Part of the School of Architecture and Design, the Department of Design offers a BFA in Visual Communication Design (Graphic Design). The program “prepares students for current professional demands and provides students with the fundamental design thinking, making and process skills required to build a rewarding career and facilitate life-long learning,” says the school. Course content “deals with a variety of visual communication design problems related to the community, society, industry, commerce, and advertising and attention is given to the development of a well-rounded, representative, and quality portfolio.”
Course highlights include Designer as Author, Design for Change, Design Understanding, Elements of Type, Publication & Editorial, Typographic Systems, and Visual Communication. Other program highlights include internship and study abroad opportunities as well as the option to complete a Certificate in Book Arts. The Certificate requires 12 credit hours, and students learn production across the “whole book—papermaking, typography, printing, and binding, informed by the history of the book.”
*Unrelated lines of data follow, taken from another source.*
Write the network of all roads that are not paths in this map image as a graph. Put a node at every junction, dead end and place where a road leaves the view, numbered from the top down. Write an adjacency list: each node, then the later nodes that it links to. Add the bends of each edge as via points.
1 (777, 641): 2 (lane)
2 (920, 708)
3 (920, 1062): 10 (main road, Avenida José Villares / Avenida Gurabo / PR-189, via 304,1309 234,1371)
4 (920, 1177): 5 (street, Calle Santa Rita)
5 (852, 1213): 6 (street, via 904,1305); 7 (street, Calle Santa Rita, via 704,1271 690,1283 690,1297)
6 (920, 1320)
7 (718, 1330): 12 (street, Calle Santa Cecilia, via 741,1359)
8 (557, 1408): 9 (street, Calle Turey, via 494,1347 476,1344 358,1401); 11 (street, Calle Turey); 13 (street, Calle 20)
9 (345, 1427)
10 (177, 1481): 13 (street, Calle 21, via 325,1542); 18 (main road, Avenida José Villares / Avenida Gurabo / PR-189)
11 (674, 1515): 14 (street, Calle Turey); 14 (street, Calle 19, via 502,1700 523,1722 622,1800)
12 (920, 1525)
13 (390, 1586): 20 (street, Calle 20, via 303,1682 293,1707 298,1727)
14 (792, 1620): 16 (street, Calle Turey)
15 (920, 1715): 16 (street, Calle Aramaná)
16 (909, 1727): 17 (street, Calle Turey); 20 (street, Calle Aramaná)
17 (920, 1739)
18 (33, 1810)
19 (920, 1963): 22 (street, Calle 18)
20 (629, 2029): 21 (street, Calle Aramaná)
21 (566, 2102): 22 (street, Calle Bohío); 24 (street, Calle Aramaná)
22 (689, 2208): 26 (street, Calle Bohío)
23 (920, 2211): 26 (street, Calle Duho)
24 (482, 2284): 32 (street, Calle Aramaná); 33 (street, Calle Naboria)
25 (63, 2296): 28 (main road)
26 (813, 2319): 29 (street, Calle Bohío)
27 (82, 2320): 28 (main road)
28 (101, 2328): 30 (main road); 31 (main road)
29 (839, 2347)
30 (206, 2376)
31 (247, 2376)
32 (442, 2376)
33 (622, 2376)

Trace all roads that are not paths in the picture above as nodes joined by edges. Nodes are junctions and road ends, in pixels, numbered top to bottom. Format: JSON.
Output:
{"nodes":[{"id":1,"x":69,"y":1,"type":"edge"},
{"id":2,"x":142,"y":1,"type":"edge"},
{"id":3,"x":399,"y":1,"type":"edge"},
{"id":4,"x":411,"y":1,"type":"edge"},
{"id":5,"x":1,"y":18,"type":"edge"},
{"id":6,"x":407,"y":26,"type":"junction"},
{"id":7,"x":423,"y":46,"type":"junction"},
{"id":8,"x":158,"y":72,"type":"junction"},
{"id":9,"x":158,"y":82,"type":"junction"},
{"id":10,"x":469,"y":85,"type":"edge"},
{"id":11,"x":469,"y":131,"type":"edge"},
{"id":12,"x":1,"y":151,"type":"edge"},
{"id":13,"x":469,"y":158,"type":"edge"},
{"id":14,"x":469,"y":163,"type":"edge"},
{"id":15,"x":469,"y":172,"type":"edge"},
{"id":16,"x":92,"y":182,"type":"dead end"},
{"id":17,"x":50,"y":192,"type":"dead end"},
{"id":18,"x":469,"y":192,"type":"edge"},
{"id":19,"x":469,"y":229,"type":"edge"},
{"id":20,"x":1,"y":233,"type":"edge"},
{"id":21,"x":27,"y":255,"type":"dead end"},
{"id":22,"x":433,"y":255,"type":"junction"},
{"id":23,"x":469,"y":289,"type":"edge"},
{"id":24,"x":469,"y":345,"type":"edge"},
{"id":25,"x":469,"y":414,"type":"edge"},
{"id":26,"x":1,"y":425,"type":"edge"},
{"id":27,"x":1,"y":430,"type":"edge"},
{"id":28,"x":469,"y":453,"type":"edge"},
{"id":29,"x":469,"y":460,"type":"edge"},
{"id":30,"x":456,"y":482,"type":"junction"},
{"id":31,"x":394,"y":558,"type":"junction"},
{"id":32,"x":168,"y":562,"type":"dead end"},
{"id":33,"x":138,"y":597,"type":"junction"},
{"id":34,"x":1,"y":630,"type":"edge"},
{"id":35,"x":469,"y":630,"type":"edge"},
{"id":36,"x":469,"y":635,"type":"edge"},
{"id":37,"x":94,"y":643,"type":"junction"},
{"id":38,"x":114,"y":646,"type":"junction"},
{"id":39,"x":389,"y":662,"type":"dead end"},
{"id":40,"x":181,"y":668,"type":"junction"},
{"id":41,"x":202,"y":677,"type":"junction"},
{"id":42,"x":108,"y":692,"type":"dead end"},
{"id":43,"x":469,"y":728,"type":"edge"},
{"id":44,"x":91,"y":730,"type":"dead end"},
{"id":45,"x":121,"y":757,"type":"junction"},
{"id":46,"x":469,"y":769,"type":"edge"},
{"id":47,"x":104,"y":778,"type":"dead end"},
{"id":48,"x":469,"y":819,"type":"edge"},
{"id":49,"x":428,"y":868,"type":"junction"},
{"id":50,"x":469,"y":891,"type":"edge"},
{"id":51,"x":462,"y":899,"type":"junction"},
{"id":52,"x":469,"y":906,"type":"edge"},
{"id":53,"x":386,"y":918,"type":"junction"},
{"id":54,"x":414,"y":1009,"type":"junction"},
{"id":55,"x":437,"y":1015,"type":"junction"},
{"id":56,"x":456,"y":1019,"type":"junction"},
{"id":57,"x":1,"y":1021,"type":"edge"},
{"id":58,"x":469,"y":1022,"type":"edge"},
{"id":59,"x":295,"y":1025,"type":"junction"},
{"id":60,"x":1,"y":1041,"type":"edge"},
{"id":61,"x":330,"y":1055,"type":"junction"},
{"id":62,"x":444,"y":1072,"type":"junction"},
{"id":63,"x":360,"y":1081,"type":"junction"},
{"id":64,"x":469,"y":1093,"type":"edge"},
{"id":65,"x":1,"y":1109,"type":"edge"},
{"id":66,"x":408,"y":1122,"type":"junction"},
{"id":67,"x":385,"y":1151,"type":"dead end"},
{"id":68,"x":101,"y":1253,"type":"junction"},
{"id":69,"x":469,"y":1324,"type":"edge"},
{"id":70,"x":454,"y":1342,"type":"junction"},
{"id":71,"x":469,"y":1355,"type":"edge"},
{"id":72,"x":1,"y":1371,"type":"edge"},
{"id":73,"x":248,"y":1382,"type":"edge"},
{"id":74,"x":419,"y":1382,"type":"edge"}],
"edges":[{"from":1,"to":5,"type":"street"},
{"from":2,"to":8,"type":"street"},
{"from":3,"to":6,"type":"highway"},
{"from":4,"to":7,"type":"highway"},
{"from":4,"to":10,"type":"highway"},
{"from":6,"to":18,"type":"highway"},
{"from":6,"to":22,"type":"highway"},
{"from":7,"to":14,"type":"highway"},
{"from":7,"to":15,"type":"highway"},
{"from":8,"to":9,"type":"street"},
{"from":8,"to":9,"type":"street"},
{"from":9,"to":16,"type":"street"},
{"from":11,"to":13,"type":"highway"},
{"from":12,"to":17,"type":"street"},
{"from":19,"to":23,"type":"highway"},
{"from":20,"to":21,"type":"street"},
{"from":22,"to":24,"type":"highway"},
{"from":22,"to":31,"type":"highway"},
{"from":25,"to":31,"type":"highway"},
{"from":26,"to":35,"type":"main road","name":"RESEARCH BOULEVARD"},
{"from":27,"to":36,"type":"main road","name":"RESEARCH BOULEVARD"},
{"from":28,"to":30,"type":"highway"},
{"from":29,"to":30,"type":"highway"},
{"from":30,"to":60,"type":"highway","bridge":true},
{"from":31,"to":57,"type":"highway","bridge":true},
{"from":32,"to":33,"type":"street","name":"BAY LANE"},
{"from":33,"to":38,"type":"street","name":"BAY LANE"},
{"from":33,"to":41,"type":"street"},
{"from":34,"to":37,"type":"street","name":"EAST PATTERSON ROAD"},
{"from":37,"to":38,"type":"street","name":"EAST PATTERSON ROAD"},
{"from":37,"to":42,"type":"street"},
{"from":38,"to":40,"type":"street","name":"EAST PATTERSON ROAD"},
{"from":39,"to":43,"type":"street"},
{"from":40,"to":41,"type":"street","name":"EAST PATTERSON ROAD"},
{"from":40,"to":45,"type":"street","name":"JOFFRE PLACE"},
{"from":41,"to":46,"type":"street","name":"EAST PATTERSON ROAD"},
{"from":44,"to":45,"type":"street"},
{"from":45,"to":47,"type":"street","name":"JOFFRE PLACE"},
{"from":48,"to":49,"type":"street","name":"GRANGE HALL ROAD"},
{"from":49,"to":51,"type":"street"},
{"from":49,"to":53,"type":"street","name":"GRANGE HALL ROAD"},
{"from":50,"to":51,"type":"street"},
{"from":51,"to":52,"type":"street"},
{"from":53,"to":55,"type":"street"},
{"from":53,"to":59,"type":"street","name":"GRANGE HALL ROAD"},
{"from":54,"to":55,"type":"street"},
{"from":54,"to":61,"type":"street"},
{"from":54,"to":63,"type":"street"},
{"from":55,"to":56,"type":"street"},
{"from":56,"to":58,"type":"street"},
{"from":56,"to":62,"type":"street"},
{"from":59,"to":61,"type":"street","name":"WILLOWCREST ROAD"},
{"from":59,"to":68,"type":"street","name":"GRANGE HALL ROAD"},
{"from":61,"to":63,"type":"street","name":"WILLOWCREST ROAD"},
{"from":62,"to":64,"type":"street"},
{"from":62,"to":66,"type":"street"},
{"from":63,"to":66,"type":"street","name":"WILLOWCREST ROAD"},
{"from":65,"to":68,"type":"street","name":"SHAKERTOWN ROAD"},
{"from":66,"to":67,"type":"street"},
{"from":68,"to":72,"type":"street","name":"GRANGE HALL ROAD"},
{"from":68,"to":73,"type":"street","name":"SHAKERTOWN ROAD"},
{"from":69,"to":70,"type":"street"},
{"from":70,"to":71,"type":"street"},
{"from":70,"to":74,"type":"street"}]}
Career options for graduates of the KU Visual Communication Design Program include traditional print media, magazine and book design, corporate marketing communications, branding, packaging design, exhibition and environmental design, motion graphic design, website design, interface design, and more. Job titles include Graphic Designer, Animator, Art Director, Commercial/Industrial Designer, Multimedia Specialist, Advertising Art Director, Public Relations Manager, Exhibition Designer, Marketing Manager, and many others.
Founded in 1863, Kansas State University (K-State) serves approximately 21,719 students enrolled in more than 250 undergraduate majors and options, 43 graduate certificates, 73 master's degree programs, 39 doctoral degree programs, and four educational doctoral programs. Programs are offered through 11 colleges and schools, including the College of Arts and Sciences, which consists of more than 20 departments, more than 7,000 students and more than 115 degree programs, study abroad experiences, and pre-professional options.
Housed within the College of Arts and Sciences is the Department of Art, which offers both BFA and MFA degrees with a Concentration (undergraduate) or Emphasis (graduate) in Graphic Design. The undergraduate program takes place in a laboratory-like studio setting where “where an active community, informal peer-interaction, and opportunities for collaborative output help inform students' preparation for professional practice,” says the school. “Through a mixture of training and experience in visual communication design centered on typography, the program develops students' abilities to shape and solve problems, while expanding technical and visual skill sets across industry-relevant media, materials, and environments.”
Students in the undergraduate program will also have access to internship and study abroad opportunities and all K-State Graphic Design students will benefit from the local AIGA student group, which arranges studio tours, travels to national conferences and events, and attracts influential contemporary designers for speaking engagements.
The K-State MFA in Graphic Design consists of three years of study. Program highlights include independent study with departmental faculty and a cross-disciplinary graduate committee, dedicated studio space in Willard Hall and access to the rest of the Art Department facilities, and a third-year capstone design project and exhibition. Qualified students may also be eligible for a Graduate Teaching Assistantship (GTA), which provide financial support as well as valuable experience for future employment.